Signed Graph Neural Networks (SGNNs) have been shown to be effective in analyzing complex patterns in real-world situations where positive and negative links coexist. However, SGNN models suffer from poor explainability, which limit their adoptions in critical scenarios that require understanding the rationale behind predictions. To the best of our knowledge, there is currently no research work on the explainability of the SGNN models. Our goal is to address the explainability of decision-making for the downstream task of link sign prediction specific to signed graph neural networks. Since post-hoc explanations are not derived directly from the models, they may be biased and misrepresent the true explanations. Therefore, in this paper we introduce a Self-Explainable Signed Graph transformer (SE-SGformer) framework, which can not only outputs explainable information while ensuring high prediction accuracy. Specifically, We propose a new Transformer architecture for signed graphs and theoretically demonstrate that using positional encoding based on signed random walks has greater expressive power than current SGNN methods and other positional encoding graph Transformer-based approaches.
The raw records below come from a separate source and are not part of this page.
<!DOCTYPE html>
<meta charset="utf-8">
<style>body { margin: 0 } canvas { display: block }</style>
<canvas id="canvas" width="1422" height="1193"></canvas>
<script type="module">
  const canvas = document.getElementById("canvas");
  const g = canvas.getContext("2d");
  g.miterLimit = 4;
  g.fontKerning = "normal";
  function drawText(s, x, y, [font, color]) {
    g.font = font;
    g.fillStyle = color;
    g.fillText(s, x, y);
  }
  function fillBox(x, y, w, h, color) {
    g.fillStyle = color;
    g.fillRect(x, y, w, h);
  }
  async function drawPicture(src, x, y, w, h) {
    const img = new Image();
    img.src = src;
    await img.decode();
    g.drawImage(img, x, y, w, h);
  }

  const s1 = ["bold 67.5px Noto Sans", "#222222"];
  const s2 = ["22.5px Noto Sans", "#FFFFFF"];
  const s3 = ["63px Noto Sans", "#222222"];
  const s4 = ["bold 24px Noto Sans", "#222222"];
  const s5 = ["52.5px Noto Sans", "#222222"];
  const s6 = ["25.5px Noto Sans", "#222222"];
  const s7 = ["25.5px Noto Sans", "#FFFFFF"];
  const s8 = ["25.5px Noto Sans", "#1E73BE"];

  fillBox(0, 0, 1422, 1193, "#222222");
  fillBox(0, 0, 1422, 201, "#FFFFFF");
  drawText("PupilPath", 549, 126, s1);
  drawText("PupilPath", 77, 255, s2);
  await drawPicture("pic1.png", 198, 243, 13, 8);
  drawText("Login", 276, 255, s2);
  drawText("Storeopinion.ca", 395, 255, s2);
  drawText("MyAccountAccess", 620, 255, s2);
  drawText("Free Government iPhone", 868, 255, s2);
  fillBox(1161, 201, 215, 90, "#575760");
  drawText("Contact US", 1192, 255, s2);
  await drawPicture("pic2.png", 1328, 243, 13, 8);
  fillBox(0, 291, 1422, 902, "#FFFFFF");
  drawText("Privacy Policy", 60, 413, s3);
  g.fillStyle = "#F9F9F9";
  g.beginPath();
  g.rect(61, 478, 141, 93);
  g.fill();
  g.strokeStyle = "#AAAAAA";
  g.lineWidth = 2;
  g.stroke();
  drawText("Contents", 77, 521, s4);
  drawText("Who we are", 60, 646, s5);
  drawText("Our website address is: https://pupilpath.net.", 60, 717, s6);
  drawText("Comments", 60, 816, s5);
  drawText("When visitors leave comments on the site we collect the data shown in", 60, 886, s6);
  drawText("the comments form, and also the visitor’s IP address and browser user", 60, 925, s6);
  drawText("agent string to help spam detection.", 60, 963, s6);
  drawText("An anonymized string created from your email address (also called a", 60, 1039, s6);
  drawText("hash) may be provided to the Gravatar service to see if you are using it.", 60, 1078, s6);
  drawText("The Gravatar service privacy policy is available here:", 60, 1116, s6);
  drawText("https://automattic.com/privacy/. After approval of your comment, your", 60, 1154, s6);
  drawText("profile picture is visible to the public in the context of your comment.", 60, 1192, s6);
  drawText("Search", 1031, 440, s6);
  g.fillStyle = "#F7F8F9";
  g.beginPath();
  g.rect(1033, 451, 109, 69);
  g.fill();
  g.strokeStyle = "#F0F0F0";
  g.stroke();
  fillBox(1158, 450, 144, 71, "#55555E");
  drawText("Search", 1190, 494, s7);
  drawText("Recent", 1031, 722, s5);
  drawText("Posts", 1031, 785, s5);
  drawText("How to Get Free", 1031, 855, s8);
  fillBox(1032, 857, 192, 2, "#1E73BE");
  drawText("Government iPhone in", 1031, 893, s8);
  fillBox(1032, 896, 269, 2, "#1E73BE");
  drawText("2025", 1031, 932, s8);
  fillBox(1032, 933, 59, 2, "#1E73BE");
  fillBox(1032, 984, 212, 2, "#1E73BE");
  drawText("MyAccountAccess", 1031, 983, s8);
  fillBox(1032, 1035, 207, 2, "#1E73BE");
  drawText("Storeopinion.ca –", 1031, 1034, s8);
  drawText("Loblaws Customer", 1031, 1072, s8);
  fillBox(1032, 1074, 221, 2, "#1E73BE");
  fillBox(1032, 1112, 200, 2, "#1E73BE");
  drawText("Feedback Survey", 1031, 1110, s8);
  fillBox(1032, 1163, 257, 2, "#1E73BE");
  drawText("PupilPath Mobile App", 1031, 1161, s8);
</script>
We constructs a novel explainable decision process by discovering the $K$-nearest (farthest) positive (negative) neighbors of a node to replace the neural network-based decoder for predicting edge signs. These $K$ positive (negative) neighbors represent crucial information about the formation of positive (negative) edges between nodes and thus can serve as important explanatory information in the decision-making process. We conducted experiments on several real-world datasets to validate the effectiveness of SE-SGformer, which outperforms the state-of-the-art methods by improving 2.2\% prediction accuracy and 73.1\% explainablity accuracy in the best-case scenario.